The portrait -- titled "A Bird in the Hand" -- is on the sides of an old washing machine, cut apart and hammered flat. Instead of paint, the artist used sandpaper to scour the woman into the white paint. The "painting" is eerie yet beautiful.

Reflections Gallery curator Summer Fisher sees it as an homage to those at the bottom of life's ladder whose hard work never boosts them to the upper rung because they must drop the ball to clutch any bit of luck with both hands.

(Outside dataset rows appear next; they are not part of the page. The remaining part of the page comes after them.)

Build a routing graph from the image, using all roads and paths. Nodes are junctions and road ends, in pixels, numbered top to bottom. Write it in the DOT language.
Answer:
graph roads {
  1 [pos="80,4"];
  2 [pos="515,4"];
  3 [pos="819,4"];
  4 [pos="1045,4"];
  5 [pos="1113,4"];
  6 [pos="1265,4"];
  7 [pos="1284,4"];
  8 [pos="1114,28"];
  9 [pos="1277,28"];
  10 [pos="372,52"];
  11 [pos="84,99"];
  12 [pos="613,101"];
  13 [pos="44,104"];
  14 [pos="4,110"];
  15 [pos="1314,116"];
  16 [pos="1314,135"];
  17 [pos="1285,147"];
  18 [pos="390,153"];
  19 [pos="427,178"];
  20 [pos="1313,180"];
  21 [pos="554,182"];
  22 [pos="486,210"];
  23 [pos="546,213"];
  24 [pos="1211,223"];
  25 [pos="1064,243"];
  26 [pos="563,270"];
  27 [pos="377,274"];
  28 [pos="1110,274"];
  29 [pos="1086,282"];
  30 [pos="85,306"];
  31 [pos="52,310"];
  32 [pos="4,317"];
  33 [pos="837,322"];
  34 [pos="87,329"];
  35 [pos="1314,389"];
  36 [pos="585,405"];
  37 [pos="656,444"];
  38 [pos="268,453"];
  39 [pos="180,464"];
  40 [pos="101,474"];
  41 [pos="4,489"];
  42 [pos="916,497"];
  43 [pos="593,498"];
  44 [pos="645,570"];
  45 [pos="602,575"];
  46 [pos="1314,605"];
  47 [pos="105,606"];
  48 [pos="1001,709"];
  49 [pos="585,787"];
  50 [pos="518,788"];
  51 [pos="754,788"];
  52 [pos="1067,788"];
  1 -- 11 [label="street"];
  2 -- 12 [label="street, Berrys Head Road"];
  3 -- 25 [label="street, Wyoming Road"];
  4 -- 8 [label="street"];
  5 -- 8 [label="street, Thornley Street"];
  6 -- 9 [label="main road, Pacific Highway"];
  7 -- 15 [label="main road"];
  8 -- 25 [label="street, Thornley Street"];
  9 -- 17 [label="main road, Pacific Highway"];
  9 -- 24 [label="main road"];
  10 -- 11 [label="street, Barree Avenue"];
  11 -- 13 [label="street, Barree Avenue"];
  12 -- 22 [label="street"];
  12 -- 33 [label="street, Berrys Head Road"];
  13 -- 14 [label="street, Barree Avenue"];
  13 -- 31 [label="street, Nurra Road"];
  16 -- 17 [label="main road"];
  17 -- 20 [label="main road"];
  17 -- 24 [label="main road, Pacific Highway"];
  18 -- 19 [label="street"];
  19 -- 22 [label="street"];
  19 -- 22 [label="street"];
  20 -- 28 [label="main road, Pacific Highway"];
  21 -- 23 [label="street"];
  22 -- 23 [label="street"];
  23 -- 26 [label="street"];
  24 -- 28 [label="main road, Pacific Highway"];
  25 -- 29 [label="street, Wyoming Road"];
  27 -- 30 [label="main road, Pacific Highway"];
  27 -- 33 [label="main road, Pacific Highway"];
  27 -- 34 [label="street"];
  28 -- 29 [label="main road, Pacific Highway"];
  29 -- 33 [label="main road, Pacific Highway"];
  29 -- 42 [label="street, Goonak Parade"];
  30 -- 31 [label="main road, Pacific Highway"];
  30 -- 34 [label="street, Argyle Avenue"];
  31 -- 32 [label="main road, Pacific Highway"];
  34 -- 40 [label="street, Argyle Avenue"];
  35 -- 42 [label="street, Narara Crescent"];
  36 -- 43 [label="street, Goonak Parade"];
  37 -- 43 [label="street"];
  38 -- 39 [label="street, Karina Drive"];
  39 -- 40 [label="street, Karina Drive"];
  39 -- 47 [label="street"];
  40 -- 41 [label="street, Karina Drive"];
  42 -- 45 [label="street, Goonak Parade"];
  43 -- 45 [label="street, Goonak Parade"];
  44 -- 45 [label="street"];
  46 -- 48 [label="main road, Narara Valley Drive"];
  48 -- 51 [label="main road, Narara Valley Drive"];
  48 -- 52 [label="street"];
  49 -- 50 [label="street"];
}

Like many folk artists, Daniel Johnson can't afford oils and canvas, so he uses whatever he can get his hands on, like pieces of an abandoned washer. The artist, who lives in Rising Fawn, Ga., discovered his artistic gift two decades ago after his grandmother died and bequeathed her art supplies to him. He felt driven to create art even when he worked at a North Carolina rescue mission where he was given a small room in which to live as part of his sparse compensation.

"With a high school education, most of what I can get in this economy are stop-and-go jobs, but I take whatever I can get to support my wife and three children," Johnson says. "I have good jobs now working at an automotive parts factory then third shift at Wal-Mart.

Johnson meets the classic definition of a folk artist -- self-taught with talent, eye and skill to create using whatever materials he can harvest.

"Sometimes I am so tired after work, but then thinking about making art gives me some energy," he says. "It's just that there isn't always gas money even for a quick drive to look for scrap metal. I always feel like art is my calling, but the reality is that we don't always get to follow our calling."

In its Folk Art exhibition, which opens Nov. 6, Reflections Gallery also will feature Johnson's exquisite sculpture of a running horse, its long mane flowing in the wind. The horse is made from scrap metal -- a tea strainer, blender blade, broken umbrella spokes, rusted springs, bits of wire coat hangar for the mane -- that Johnson painstakingly twisted into a wind-swept shape.

The same exhibit features Loren Howard, who studied engineering and animation at Southern Adventist University. Whether artists with formal training can be considered folk artists is a hotly debated topic in galleries and museums.

"We wanted to include artists who use a folk art's handmade or low-tech approach with easily accessible materials," Fisher said. "The broad definition of folk art simply says it is created by indigenous people rather than coming from the academically trained."

Howard is a Tennessean who knows how to handle a rifle. He created his piece "Frozen Explosion" by shooting a 7.62x59 full-metal-jacket bullet through 25-pound clay blob. The bullet, which can drop a moose, left an exit wound bigger than a silver dollar in the blob. Howard surrounded the hole with more than a dozen handmade clay petals that he attached in spiral pattern. The result is a sculpture that looks exactly like an explosion frozen in time.

In another piece, Steve Pickett, a trout farmer in Dunlap, Tenn., uses hollow tree limbs for his intricately detailed sculptures of a mermaid with ringlet-ed hair, mysterious forest beasts and a Wicca-like woman.